INTERNET-DRAFT                                             June 24, 1999

   Contents

   Status of this Memo..........................................    1

   1.  Introduction.............................................    2

   2.  Background...............................................    3

   3.  Protocol Description.....................................    5

   4.  Implications of Changing Interface Identifiers...........    7

   5.  Open Issues and Future Work..............................    7

   6.  Security Considerations..................................    8

   7.  References...............................................    8

   8.  Authors' Addresses.......................................    9

1.  Introduction

   Stateless address autoconfiguration [ADDRCONF] defines how an IPv6
   node generates addresses without the need for a DHCP server. Network
   interfaces typically come with an embedded IEEE Identifier (i.e., a
   link-layer MAC address), and stateless address autoconfiguration uses
   the IEEE identifier to generate a 64-bit interface identifier
   [ADDRARCH]. By design, the interface identifier will typically be
   globally unique. The interface identifier is in turn appended to a
   prefix to form a 128-bit IPv6 address. All nodes use this technique
   to generate link-local addresses for their attached interfaces.
   Additional addresses, including site-local and global-scope
   addresses, are then created by combining prefixes advertised in
   Router Advertisements via Neighbor Discovery [DISCOVERY] with the
   interface identifier.

   As mobile devices (e.g., laptops, PDAs, etc.) move topologically,
   they form new addresses for their current topological point of
   attachment. While the node's address changes as it moves, however,
   the interface identifier contained within the address remains the
   same.  Because the interface identifier associated with a node can
   potentially remain fixed for a long period of time (e.g., months or
   years) concern has been voiced that the interface identifier could in
   some cases be used to track the movement and usage of a particular
   machine. For example, a server that logs the source addresses of
   incoming connections would simultaneously collect identical
   information keyed on the interface id, allowing one to correlate

draft-ietf-ipngwg-addrconf-privacy-00.txt                       [Page 2]

INTERNET-DRAFT                                             June 24, 1999

   activities based on interface identifiers in addition to addresses.
   This is of particular concern with the expected proliferation of
   next-generation network-connected devices (e.g, PDAs, cell phones,
   etc.) in which large numbers of devices are in practice associated
   with a single user. Thus, the interface identifier embedded within an
   address could be used to track activities of an individual.
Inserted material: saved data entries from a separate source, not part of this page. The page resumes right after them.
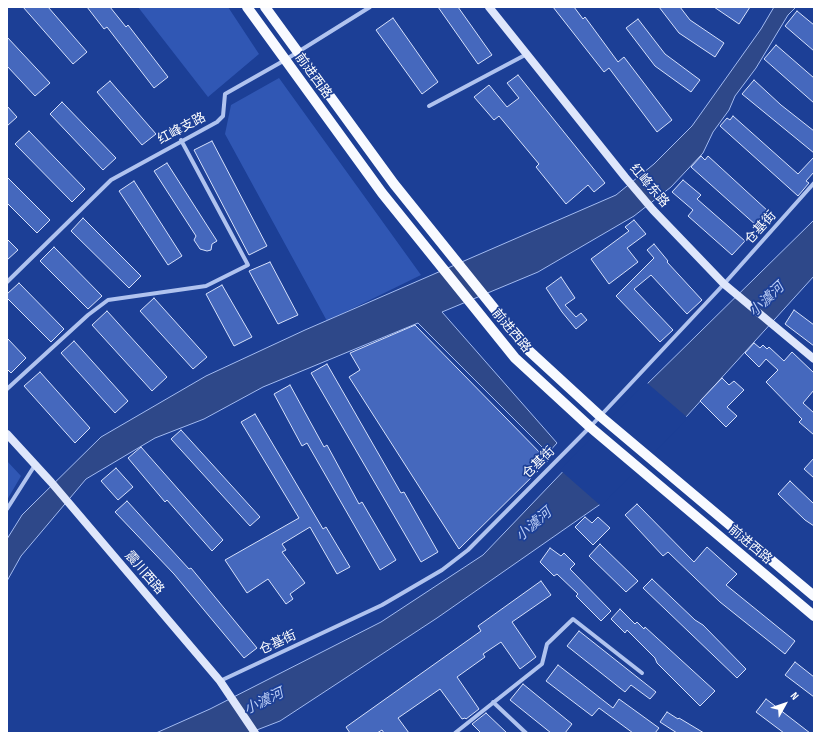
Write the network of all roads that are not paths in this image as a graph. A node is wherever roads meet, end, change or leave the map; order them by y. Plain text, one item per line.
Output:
1 (247, 7) edge
2 (265, 7) edge
3 (370, 7) edge
4 (489, 7) edge
5 (297, 51) junction
6 (527, 54) junction
7 (286, 60) junction
8 (429, 106) dead end
9 (180, 140) junction
10 (814, 183) edge
11 (7, 282) edge
12 (724, 284) junction
13 (814, 359) edge
14 (7, 389) edge
15 (603, 419) junction
16 (593, 430) junction
17 (7, 434) edge
18 (36, 464) junction
19 (7, 509) edge
20 (814, 596) edge
21 (814, 616) edge
22 (642, 673) dead end
23 (220, 681) junction
24 (493, 702) junction
25 (255, 733) edge
26 (455, 733) edge
27 (526, 733) edge

1 - 7 main road, 前进西路
2 - 5 main road, 前进西路
3 - 5 street, 红峰支路
4 - 6 street, 红峰东路
5 - 7 street, 红峰支路
5 - 15 main road, 前进西路
6 - 8 street
6 - 12 street, 红峰东路
7 - 9 street, 红峰支路
7 - 16 main road, 前进西路
9 - 11 street, 红峰支路
9 - 14 street
10 - 12 street, 仓基街
12 - 13 street, 红峰东路
12 - 15 street, 仓基街
15 - 16 street, 仓基街
15 - 20 main road, 前进西路
16 - 21 main road, 前进西路
16 - 23 street, 仓基街
17 - 18 street, 震川西路
18 - 19 street
18 - 23 street, 震川西路
22 - 24 street
23 - 25 street, 震川西路
24 - 26 street
24 - 27 street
   This document discusses concerns associated with the embedding of
   interface identifiers within IPv6 addresses and describes optional
   extensions to stateless address autoconfiguration that can help
   mitigate those concerns in environments where such concerns are
   significant.

2.  Background

   This section discusses the problem in more detail and provides
   context for evaluating the significance of the concerns in specific
   environments and makes comparisons with existing practices.

2.1.  Extended Use of the Same Identifier

   The use of a non-changing interface identifier to form addresses is a
   specific instance of the more general case where a constant
   identifier is reused over an extended period of time and in multiple
   independent activities. Anytime the same identifier is used in
   multiple contexts, it becomes possible for that identifier to be used
   to correlate seemingly unrelated activity. For example, a network
   sniffer placed strategically on a link across which all traffic
   to/from a particular host crosses could keep track of which
   destinations a node communicated with and at what times. Such
   information can in some cases be used to infer things, such as what
   hours an employee was active, when someone is at home, etc.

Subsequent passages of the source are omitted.